In recent months, despite some positive signs we have seen a number of players exiting the equity release market. Is this a sign of things to come for the industry as a whole? Well, according to the latest report by Hodge Lifetime around 80% of equity advisers do not think so, and are confident about the future of the industry. This is despite the new retail distribution review recommendations, which could dramatically alter the dynamics within the industry that are due to come in from 2012.
The report suggests that a mere 2% of the adviser population felt that the RDR would have a negative impact on sales within the industry while the vast majority of respondents (over 60%) felt that it would not have any impact on sales. Interestingly, around 10% of advisers suggested that the new regulations would have a positive effect on sales.

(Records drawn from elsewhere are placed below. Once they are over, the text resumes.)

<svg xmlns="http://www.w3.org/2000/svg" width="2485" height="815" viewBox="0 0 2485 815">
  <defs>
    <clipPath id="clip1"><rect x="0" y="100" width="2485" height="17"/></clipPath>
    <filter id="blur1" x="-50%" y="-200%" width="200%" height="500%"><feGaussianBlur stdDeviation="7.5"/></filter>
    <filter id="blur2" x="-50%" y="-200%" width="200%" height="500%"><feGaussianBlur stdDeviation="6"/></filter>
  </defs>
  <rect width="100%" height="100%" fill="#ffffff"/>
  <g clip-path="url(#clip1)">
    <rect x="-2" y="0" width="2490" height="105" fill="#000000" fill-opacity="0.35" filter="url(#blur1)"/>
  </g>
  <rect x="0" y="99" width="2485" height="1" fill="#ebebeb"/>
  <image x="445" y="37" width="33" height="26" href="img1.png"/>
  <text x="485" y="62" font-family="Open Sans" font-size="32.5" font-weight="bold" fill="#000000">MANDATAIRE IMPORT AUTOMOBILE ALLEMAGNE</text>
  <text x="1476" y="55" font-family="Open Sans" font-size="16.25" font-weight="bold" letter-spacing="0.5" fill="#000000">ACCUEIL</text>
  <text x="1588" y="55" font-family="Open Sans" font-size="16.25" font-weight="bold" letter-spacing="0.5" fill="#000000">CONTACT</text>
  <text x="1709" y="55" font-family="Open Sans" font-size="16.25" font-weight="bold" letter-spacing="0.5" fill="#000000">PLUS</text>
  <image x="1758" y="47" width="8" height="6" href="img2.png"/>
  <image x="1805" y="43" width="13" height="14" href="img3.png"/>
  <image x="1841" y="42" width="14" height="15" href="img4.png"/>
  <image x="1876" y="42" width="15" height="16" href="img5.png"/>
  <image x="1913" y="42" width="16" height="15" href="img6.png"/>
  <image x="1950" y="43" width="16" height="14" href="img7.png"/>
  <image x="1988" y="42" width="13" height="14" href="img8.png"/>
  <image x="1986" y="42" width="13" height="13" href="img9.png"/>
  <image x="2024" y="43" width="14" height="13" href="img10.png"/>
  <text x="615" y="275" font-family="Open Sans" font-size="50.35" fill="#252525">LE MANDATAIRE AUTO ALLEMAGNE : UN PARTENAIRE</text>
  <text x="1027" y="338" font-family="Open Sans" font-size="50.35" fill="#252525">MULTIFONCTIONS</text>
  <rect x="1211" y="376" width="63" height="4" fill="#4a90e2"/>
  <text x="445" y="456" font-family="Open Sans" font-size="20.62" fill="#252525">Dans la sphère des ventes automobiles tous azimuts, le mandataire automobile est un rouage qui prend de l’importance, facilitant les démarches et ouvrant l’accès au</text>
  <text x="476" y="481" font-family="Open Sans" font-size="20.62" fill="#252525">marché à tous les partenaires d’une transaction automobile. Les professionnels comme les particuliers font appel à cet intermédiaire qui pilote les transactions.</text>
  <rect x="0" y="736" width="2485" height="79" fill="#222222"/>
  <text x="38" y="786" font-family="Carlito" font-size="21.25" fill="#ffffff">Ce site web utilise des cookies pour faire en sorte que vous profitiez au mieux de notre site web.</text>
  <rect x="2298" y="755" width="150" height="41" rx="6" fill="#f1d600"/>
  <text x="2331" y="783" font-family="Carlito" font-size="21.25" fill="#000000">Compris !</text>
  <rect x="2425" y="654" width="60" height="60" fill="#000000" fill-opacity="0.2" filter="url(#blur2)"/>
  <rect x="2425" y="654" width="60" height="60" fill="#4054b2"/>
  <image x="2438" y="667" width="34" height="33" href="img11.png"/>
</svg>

There certainly seemed to be an air of positivity about the current and future state of the marketplace. For instance, many advisers reported an increase in equity release applications over the last couple of months. Furthermore, there seems to be growing evidence that equity release is being utilised as a debt consolidation tool, rather than for lifestyle purposes. In the future, it looks likely that equity release will become a popular choice for a host of reasons, which include retirement planning and alternative investments, alongside the aforementioned reasons.
So it would seem that equity release could well be around and flourishing in years to come. It is apparent that although a number of companies have turned the page on equity release for the moment, they have in no means closed the chapter. Rather a ‘wait and see’ approach is being adopted by many financial institutions until clearer skies appear.